Tajuk Tamu Tribun Manado

Mendidik Orang, Bukan Robot

AA

Text Sizes

Medium

Large

Larger

Adi Tucunan

Hari ini dunia terus berubah, segala metode pembelajaran masa lampau sudah menjadi usang dan tidak bisa dipakai lagi menghadapi zaman yang berbeda.

Guru dan dosen yang dididik dengan pola didik tradisional, tidak bisa lagi menggunakan gaya lama dalam mendidik karena memang zaman menuntut gaya pendidikan lebih modern, sesuai eranya dan tentu saja hasil yang diharapkan sudah berbeda.

Orang tua dan guru serta dosen, tidak boleh lagi memaksakan anak-anak muda itu untuk mengikuti semua arahan dan pola didikan mereka. Artinya orang tua, guru dan dosen perlu belajar mengamati secara teliti sebelum menerapkan gaya mendidik mereka.

Anak-anak muda perlu diarahkan untuk menjadi orang yang bertanggungjawab, bukan disuruh mengikuti setiap kata dan perintah verbal maupun nonverbal secara tidak bertanggungjawab.

Mereka adalah generasi muda penerus bangsa yang perlu mendapat porsi pendidikan yang layak bukan secara kuantitas tapi kualitas yang lebih baik.

Mendidik manusia tidaklah mudah seperti robot yang diperintah untuk berjalan. Manusia adalah makhluk bernalar, yang bisa mengembangkan potensinya sendiri sesuai kodrat yang diberikan kepadanya.

Peran orang tua, guru dan dosen hanyalah menggali potensi itu dan mendukungnya ke arah yang benar, bukan memaksakan mereka harus menjadi apa sesuai keinginan kita.

Blunder besar dalam dunia pendidikan kita adalah membuat anak-anak tidak bisa berpikir kritis dengan menyerang potensi mereka dengan membedakan mereka berdasarkan poin dan nilai ujian dalam kelas, padahal itu bukan indikator satu-satunya melihat keunggulan mereka.

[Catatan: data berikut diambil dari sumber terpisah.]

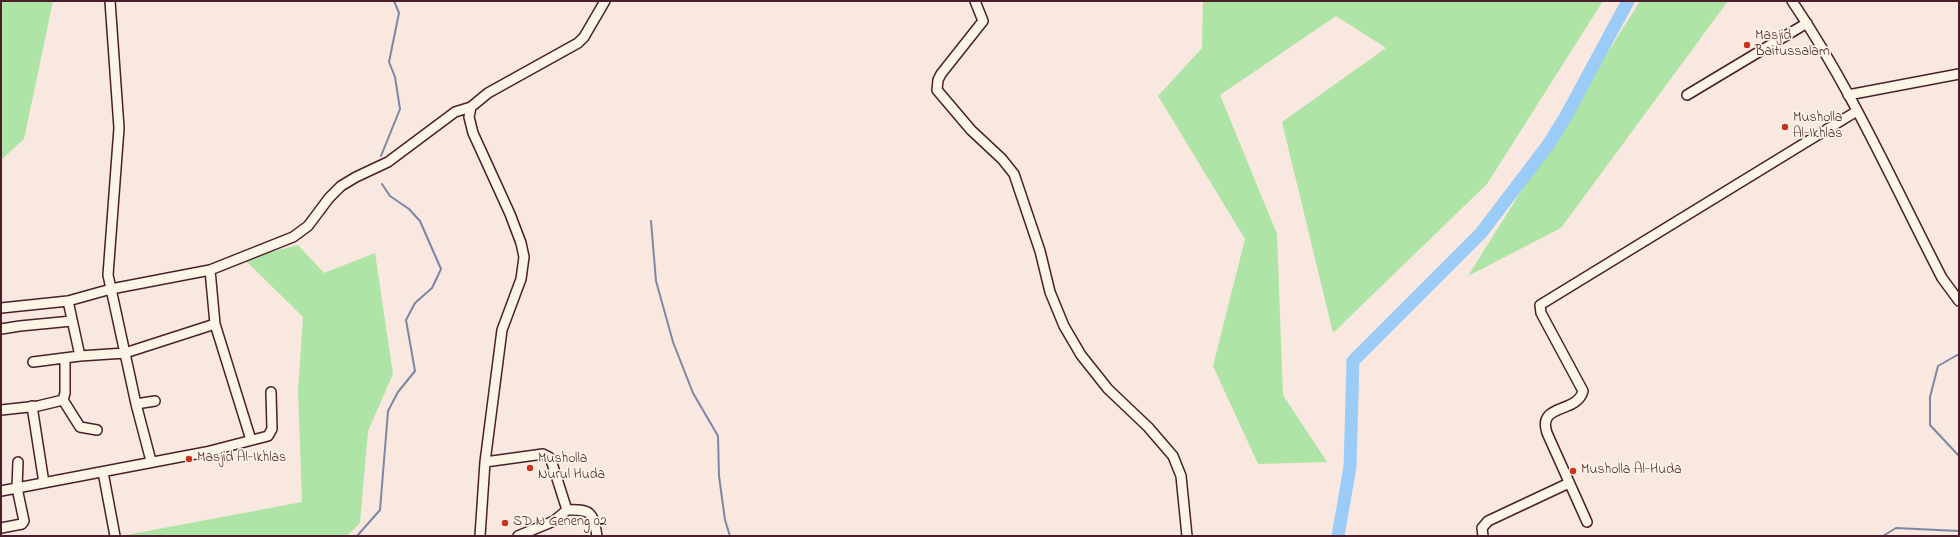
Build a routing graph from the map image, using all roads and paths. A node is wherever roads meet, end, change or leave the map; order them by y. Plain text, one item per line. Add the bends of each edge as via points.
1 (110, 1) edge
2 (605, 1) edge
3 (975, 1) edge
4 (1792, 1) edge
5 (1808, 23) junction
6 (1959, 74) edge
7 (1687, 95) dead end
8 (1848, 95) junction
9 (471, 107) junction
10 (1857, 111) junction
11 (210, 270) junction
12 (111, 289) junction
13 (68, 301) junction
14 (1959, 301) edge
15 (1, 308) edge
16 (72, 321) junction
17 (215, 324) junction
18 (1, 329) edge
19 (125, 353) junction
20 (80, 356) junction
21 (66, 358) junction
22 (33, 362) dead end
23 (271, 392) dead end
24 (63, 400) junction
25 (155, 401) dead end
26 (136, 404) junction
27 (32, 406) junction
28 (1, 410) edge
29 (97, 430) dead end
30 (251, 440) junction
31 (151, 461) junction
32 (18, 462) dead end
33 (485, 462) junction
34 (103, 472) junction
35 (44, 483) junction
36 (1569, 483) junction
37 (17, 488) junction
38 (1, 492) edge
39 (567, 510) junction
40 (1587, 522) dead end
41 (1, 528) edge
42 (523, 535) edge
43 (115, 536) edge
44 (480, 536) edge
45 (596, 536) edge
46 (1187, 536) edge
47 (1483, 536) edge

1 - 12 street via 119,128 107,267
2 - 9 street via 584,37 578,42 488,93
3 - 46 street via 983,21 941,74 937,90 1014,174 1040,251 1050,292 1064,326 1081,355 1108,389 1148,427 1173,456 1181,476
4 - 5 street
5 - 7 street
5 - 8 street
6 - 8 street
8 - 10 street
9 - 11 street via 455,112 388,162 341,186 308,226 293,237
9 - 33 street via 469,117 473,133 510,214 524,253 521,279 502,330
10 - 14 street via 1942,278
10 - 36 street via 1540,305 1541,313 1583,391 1579,399 1545,419 1547,433
11 - 12 street
11 - 17 street
12 - 13 street
12 - 19 street
13 - 15 street
13 - 16 street
16 - 18 street
16 - 20 street
17 - 19 street
17 - 30 street
19 - 20 street
19 - 26 street
20 - 21 street
21 - 22 street
21 - 24 street
23 - 30 street via 272,432 268,436
24 - 27 street
24 - 29 street via 80,427
25 - 26 street
26 - 31 street
27 - 28 street
27 - 35 street
30 - 31 street via 206,452
31 - 34 street
32 - 37 street
33 - 39 street via 547,455
33 - 44 street
34 - 35 street
34 - 43 street
35 - 37 street
36 - 40 street
36 - 47 street via 1488,521 1482,528
37 - 38 street
37 - 41 street via 23,523
39 - 42 street via 554,521
39 - 45 street via 590,512

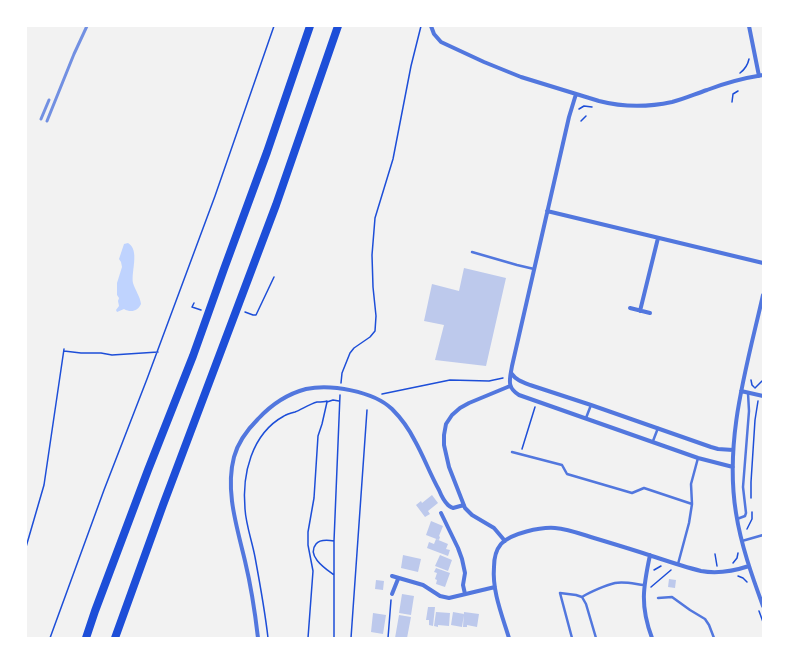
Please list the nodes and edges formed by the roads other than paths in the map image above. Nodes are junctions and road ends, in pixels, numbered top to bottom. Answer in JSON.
{"nodes":[{"id":1,"x":310,"y":26,"type":"edge"},
{"id":2,"x":338,"y":26,"type":"edge"},
{"id":3,"x":432,"y":26,"type":"edge"},
{"id":4,"x":749,"y":26,"type":"edge"},
{"id":5,"x":761,"y":76,"type":"edge"},
{"id":6,"x":576,"y":94,"type":"junction"},
{"id":7,"x":547,"y":211,"type":"junction"},
{"id":8,"x":658,"y":238,"type":"junction"},
{"id":9,"x":472,"y":252,"type":"dead end"},
{"id":10,"x":763,"y":263,"type":"edge"},
{"id":11,"x":534,"y":269,"type":"junction"},
{"id":12,"x":763,"y":295,"type":"edge"},
{"id":13,"x":630,"y":308,"type":"dead end"},
{"id":14,"x":640,"y":311,"type":"junction"},
{"id":15,"x":650,"y":313,"type":"dead end"},
{"id":16,"x":511,"y":373,"type":"junction"},
{"id":17,"x":510,"y":386,"type":"junction"},
{"id":18,"x":741,"y":391,"type":"junction"},
{"id":19,"x":748,"y":393,"type":"junction"},
{"id":20,"x":763,"y":396,"type":"edge"},
{"id":21,"x":591,"y":405,"type":"junction"},
{"id":22,"x":586,"y":418,"type":"junction"},
{"id":23,"x":658,"y":428,"type":"junction"},
{"id":24,"x":653,"y":441,"type":"junction"},
{"id":25,"x":733,"y":450,"type":"junction"},
{"id":26,"x":512,"y":452,"type":"dead end"},
{"id":27,"x":698,"y":458,"type":"junction"},
{"id":28,"x":733,"y":467,"type":"junction"},
{"id":29,"x":692,"y":504,"type":"junction"},
{"id":30,"x":464,"y":506,"type":"junction"},
{"id":31,"x":442,"y":513,"type":"dead end"},
{"id":32,"x":736,"y":519,"type":"junction"},
{"id":33,"x":763,"y":534,"type":"edge"},
{"id":34,"x":505,"y":540,"type":"junction"},
{"id":35,"x":742,"y":541,"type":"junction"},
{"id":36,"x":650,"y":555,"type":"junction"},
{"id":37,"x":678,"y":564,"type":"junction"},
{"id":38,"x":749,"y":566,"type":"junction"},
{"id":39,"x":392,"y":576,"type":"dead end"},
{"id":40,"x":398,"y":579,"type":"junction"},
{"id":41,"x":647,"y":586,"type":"junction"},
{"id":42,"x":495,"y":587,"type":"junction"},
{"id":43,"x":392,"y":594,"type":"road end"},
{"id":44,"x":465,"y":594,"type":"junction"},
{"id":45,"x":582,"y":597,"type":"junction"},
{"id":46,"x":658,"y":598,"type":"dead end"},
{"id":47,"x":763,"y":606,"type":"edge"},
{"id":48,"x":86,"y":638,"type":"edge"},
{"id":49,"x":115,"y":638,"type":"edge"},
{"id":50,"x":258,"y":638,"type":"edge"},
{"id":51,"x":509,"y":638,"type":"edge"},
{"id":52,"x":572,"y":638,"type":"edge"},
{"id":53,"x":596,"y":638,"type":"edge"},
{"id":54,"x":652,"y":638,"type":"edge"},
{"id":55,"x":714,"y":638,"type":"edge"}],
"edges":[{"from":1,"to":48,"type":"highway"},
{"from":2,"to":49,"type":"highway"},
{"from":3,"to":6,"type":"street"},
{"from":4,"to":5,"type":"street"},
{"from":5,"to":6,"type":"street"},
{"from":6,"to":7,"type":"street"},
{"from":7,"to":8,"type":"street"},
{"from":7,"to":11,"type":"street"},
{"from":8,"to":10,"type":"street"},
{"from":8,"to":14,"type":"street"},
{"from":9,"to":11,"type":"lane"},
{"from":11,"to":16,"type":"street"},
{"from":12,"to":18,"type":"street"},
{"from":13,"to":14,"type":"street"},
{"from":14,"to":15,"type":"street"},
{"from":16,"to":17,"type":"street"},
{"from":16,"to":21,"type":"street"},
{"from":17,"to":22,"type":"street"},
{"from":17,"to":30,"type":"street"},
{"from":18,"to":19,"type":"street"},
{"from":18,"to":25,"type":"street"},
{"from":19,"to":20,"type":"street"},
{"from":19,"to":32,"type":"lane"},
{"from":21,"to":22,"type":"lane"},
{"from":21,"to":23,"type":"street"},
{"from":22,"to":24,"type":"street"},
{"from":23,"to":24,"type":"lane"},
{"from":23,"to":25,"type":"street"},
{"from":24,"to":27,"type":"street"},
{"from":25,"to":28,"type":"street"},
{"from":26,"to":29,"type":"lane"},
{"from":27,"to":28,"type":"street"},
{"from":27,"to":29,"type":"lane"},
{"from":28,"to":32,"type":"street"},
{"from":29,"to":37,"type":"lane"},
{"from":30,"to":34,"type":"street"},
{"from":30,"to":50,"type":"street"},
{"from":31,"to":44,"type":"street"},
{"from":32,"to":35,"type":"street"},
{"from":33,"to":35,"type":"lane"},
{"from":34,"to":36,"type":"street"},
{"from":34,"to":42,"type":"street"},
{"from":35,"to":38,"type":"street"},
{"from":36,"to":37,"type":"street"},
{"from":36,"to":41,"type":"street"},
{"from":37,"to":38,"type":"street"},
{"from":38,"to":47,"type":"street"},
{"from":39,"to":40,"type":"street"},
{"from":40,"to":43,"type":"street"},
{"from":40,"to":44,"type":"street"},
{"from":41,"to":45,"type":"lane"},
{"from":41,"to":54,"type":"street"},
{"from":42,"to":44,"type":"street"},
{"from":42,"to":51,"type":"street"},
{"from":45,"to":52,"type":"lane"},
{"from":45,"to":53,"type":"lane"},
{"from":46,"to":55,"type":"lane"}]}
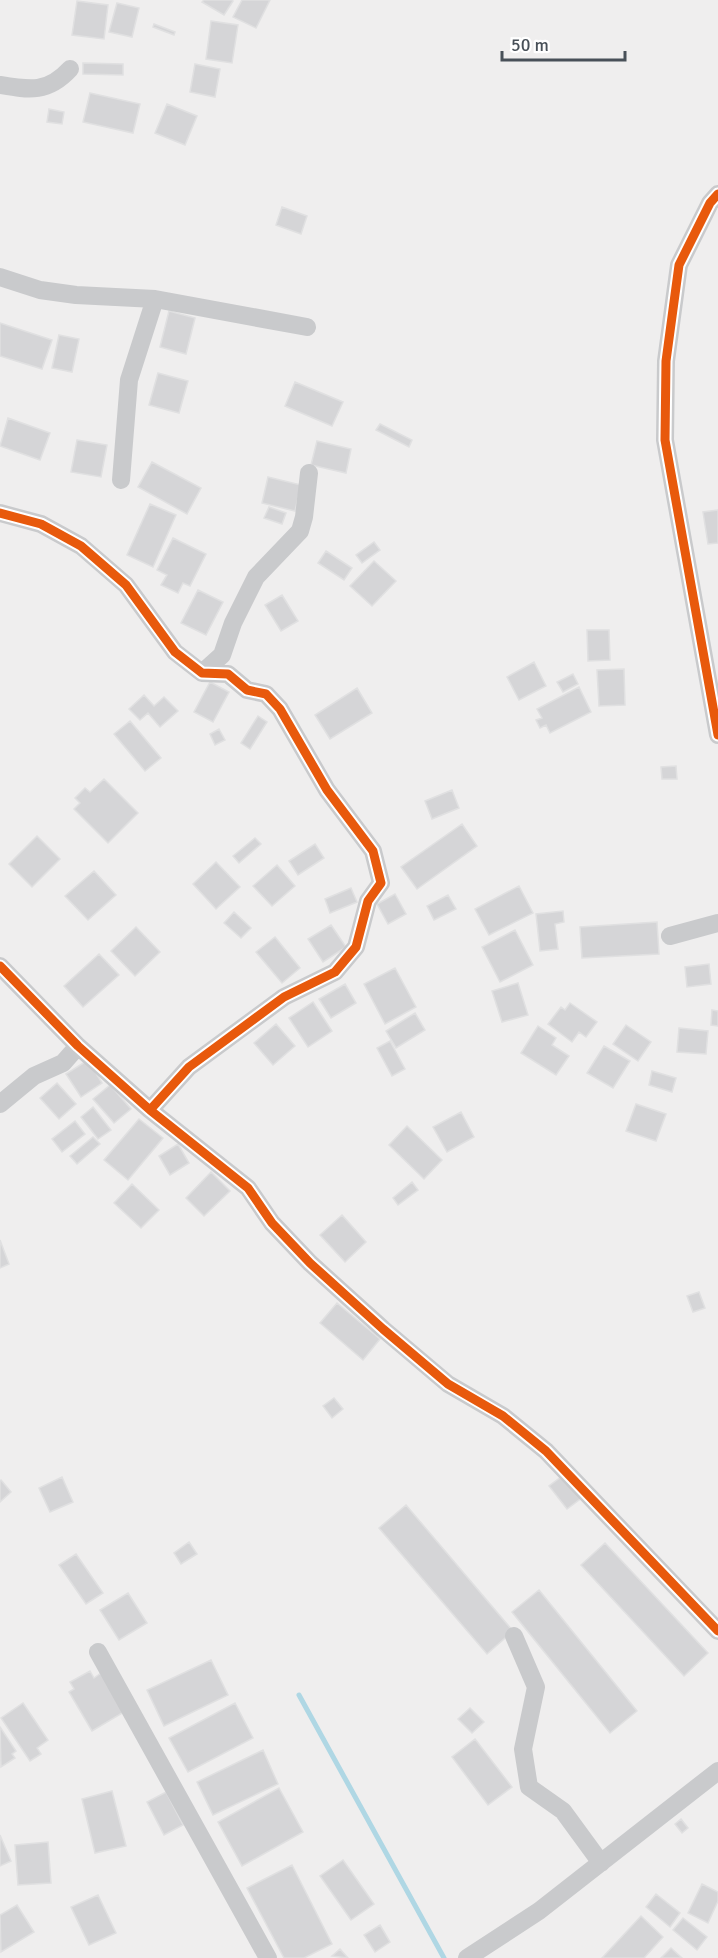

Banyak anak berbakat di dunia IT tapi disuruh masuk fakultas kesehatan atau ekonomi oleh orang tuanya, karena orang tua menganggap anak itu robot, akhirnya setelah masuk kuliah dia tidak bahagia dan seperti terlihat bodoh, padahal bukan karena dia bodoh tapi karena dia bereaksi terhadap perintah yang salah untuk membelokkan potensinya.

Banyak anak terlihat nakal dan membangkang, bukan karena mereka anak bermasalah dan gagal, tapi karena mereka memberontak terhadap upaya menjadikan mereka robot oleh keluarga, sekolah dan kampus mereka.

Sangat disayangkan kalau anak-anak kita hari ini menjadi seperti robot, bukan manusia bebas.

Saya pernah bertanya kepada mahasiswa saya, setelah lulus menjadi sarjana mau kemana, mereka banyak yang belum tahu dan saat saya meminta mereka untuk bisa mengembara keluar bertarung dalam kesendirian di dunia nyata, mereka banyak yang menjawab nanti tanya keputusan orang tua dulu. Inilah robot sesungguhnya.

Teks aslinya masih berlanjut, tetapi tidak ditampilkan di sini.